All that's about to change as the Leisure Centre I watched being built with my Dad, as a small child in 1978, will close on Sunday and be demolished two weeks later. It was never quite right, its construction dogged by controversy - the pool was never big enough, there were alleged shortcuts taken all over the structure, and the concrete was meant to be poorly. But I always liked its awkwardness and slightly heroic feel. It's stood there serving my town for nearly 40 years, ugly, dingy and angular as it is, and this morning was my last ever swim there.

I spent some time in the building today recording details ahead of its destruction. As I walked through what used to be the café I remembered that I once went for a part time job there, in the kitchens, and being asked 'if I could cook'. When I replied 'you mean can I flip greasy burgers and lower chips into a fryer', I was most assuredly not going to be given the job.

As we sat outside in the mossy 'Al Fresco' area I also remembered locking up my bike one night and being groped out of the blue by a mystery man whose face I never did see, because he ran off before I could even shout 'oi, perv!'

And my best mate at the time, Dawn, now deceased, who laughed at the story and told me with fabulous logic 'it's OK Colehole, he probably thought you were a bloke'.

Ah the memories!

Here are some of my photographs from this morning. They show both the wear and tear that are the reasons for its replacement, and the efforts of the staff to keep the place going. The Leisure Centre is Dead! Long Live the Leisure Centre!
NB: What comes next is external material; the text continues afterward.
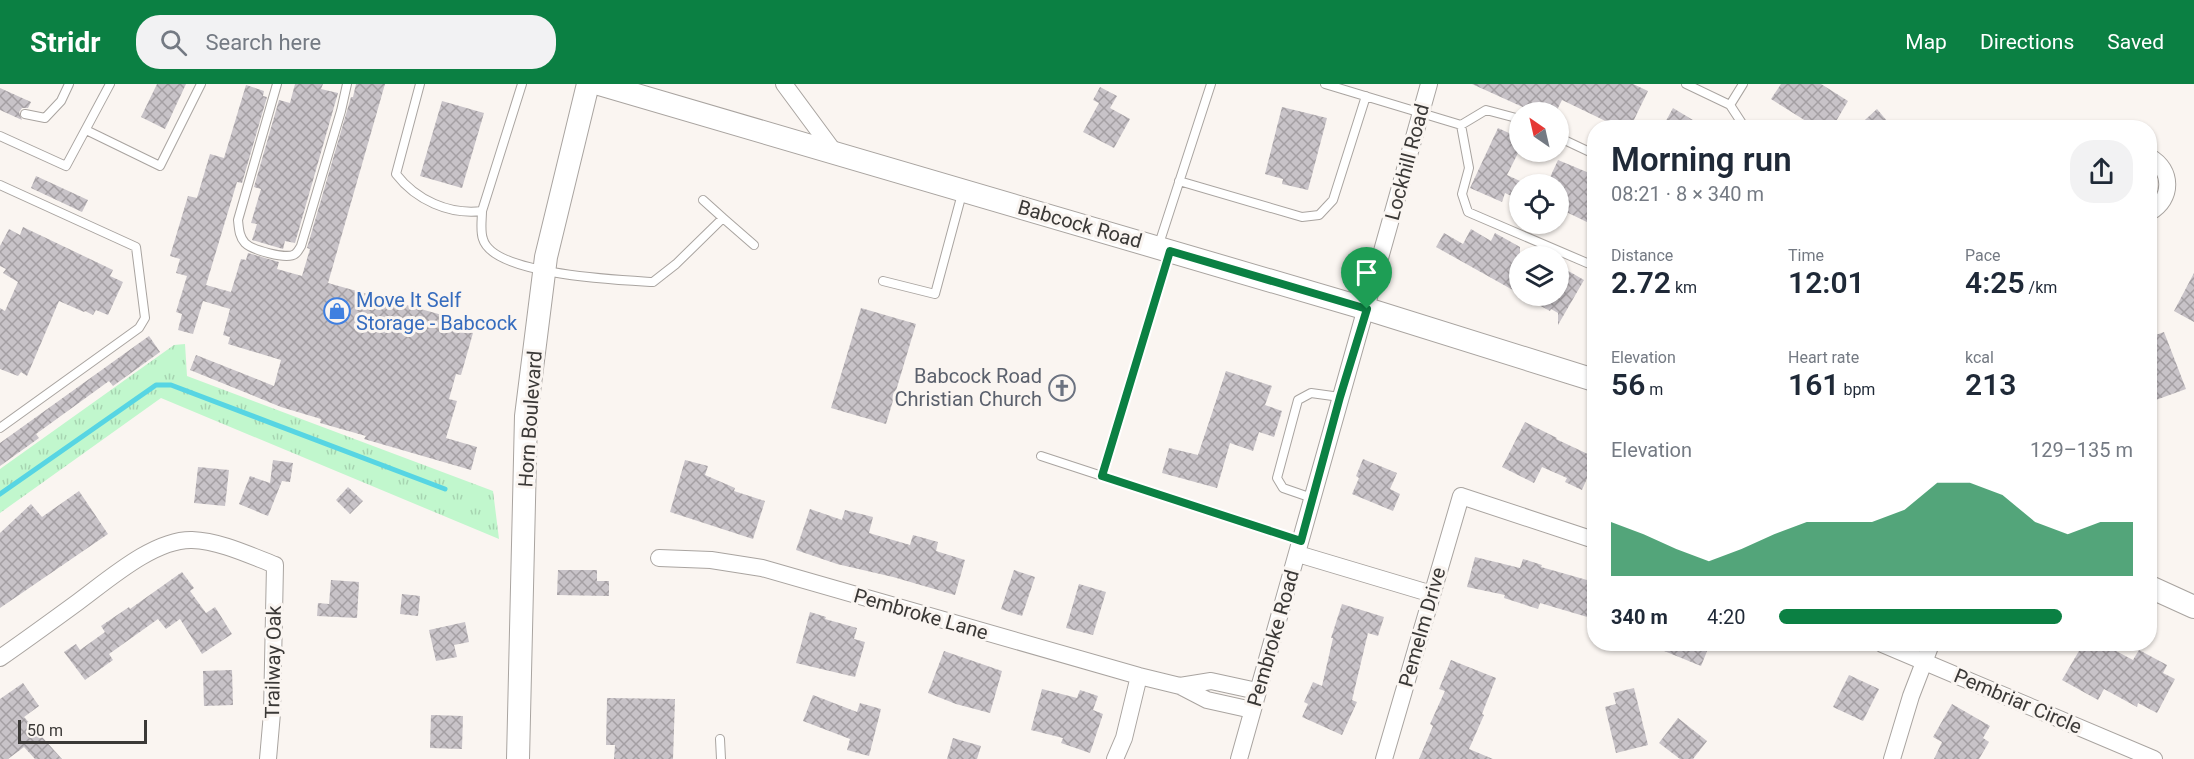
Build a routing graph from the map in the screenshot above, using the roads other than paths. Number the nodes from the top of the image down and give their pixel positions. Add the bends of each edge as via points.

The strange red building has always had a beautiful front garden:




Stand here and hear the hum of the mysteriously scary pool machinery below:










The diving pool with its 'moveable floor', the idea of which used to really freak me out. 
It stopped moving a long time ago, and the diving boards were removed years ago. 






Those angles! The place is full of 'em.



SO much concrete.





All quiet.




The last post-swim breakfast, in the outside eating area. 
As far as we know, we are the only people to have sat here in all the time we've been going!


Not about to be repaired any time soon.